Gute Wissenschaft braucht verlässliche Arbeitsbedingungen.
Wie die Ampel-Versprechungen umgesetzt werden sollten: 
Ein Gastbeitrag von Wiebke Esdar und Carolin Wagner.

FÜNFZEHN ZEILEN widmet der Ampel-Koalitionsvertrag den Arbeitsbedingungen in der Wissenschaft. 15 Zeilen, in denen von Promotions- über Dauerstellen bis zum Professorinnen-Programm alle Karrierestufen in der Wissenschaft adressiert werden.

 

Als wohl schärfstes Schwert kündigen SPD, Grüne und FDP eine Reform des Wissenschaftszeitvertragsgesetzes (WissZeitVG) an und wollen bestehende Förderprogramme stärken. Zusätzlich wollen wir mit einem neuen Bund-Länder-Programm Hochschulen unterstützen, die ihre Personal- und Organisationsstrukturen modernisieren und zum Beispiel Departmentstrukturen einführen wollen. Unter dem Strich stehen da also zwei ambitionierte Absätze im Koalitionsvertrag, die auf ihre Umsetzung warten. Wie kann das gelingen? 

 

Die aktuelle Debatte um das Berliner Hochschulgesetz zeigt zunächst einmal vor allem eines: Im Alleingang geht es nicht. Der Hauptvorwurf der Kritiker*innen des neuen Gesetzes lautet, die Berliner Hochschulen seien im Wettbewerb um die besten Köpfe benachteiligt. Auch wenn wir diese Bedenken nicht teilen, zeigen sie doch: Um den Arbeitsplatz Wissenschaft in Deutschland attraktiver zu machen, brauchen wir eine föderale Gesamtlösung.

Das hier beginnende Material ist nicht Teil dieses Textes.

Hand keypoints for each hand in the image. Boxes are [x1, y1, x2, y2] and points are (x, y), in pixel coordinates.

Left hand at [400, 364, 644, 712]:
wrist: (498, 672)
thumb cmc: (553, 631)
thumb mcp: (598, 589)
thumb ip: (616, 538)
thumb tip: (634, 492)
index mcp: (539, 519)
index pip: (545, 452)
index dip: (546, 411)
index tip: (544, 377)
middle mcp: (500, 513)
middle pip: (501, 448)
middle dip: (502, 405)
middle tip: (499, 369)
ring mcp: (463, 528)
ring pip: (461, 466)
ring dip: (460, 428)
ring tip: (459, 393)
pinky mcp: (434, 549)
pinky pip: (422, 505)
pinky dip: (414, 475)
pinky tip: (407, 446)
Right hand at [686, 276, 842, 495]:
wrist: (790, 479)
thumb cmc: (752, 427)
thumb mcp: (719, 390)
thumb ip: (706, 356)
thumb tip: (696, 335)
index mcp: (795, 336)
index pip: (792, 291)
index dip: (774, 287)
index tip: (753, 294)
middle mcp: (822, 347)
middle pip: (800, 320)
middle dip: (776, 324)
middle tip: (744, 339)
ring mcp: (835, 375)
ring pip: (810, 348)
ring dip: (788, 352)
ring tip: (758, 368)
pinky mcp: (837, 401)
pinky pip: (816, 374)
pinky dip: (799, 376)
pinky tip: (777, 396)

Wiebke Esdar ist SPD-Bundestagsabgeordnete und Hauptberichterstatterin ihrer Fraktion für den BMBF-Etat im Haushaltsausschuss. Bei den Ampel-Koalitionsverhandlungen gehörte sie der Arbeitsgruppe Innovation, Wissenschaft und Forschung an. Bevor sie 2017 in den Bundestag einzog, arbeitete sie als Postdoc in der Wissenschaft. Foto: privat.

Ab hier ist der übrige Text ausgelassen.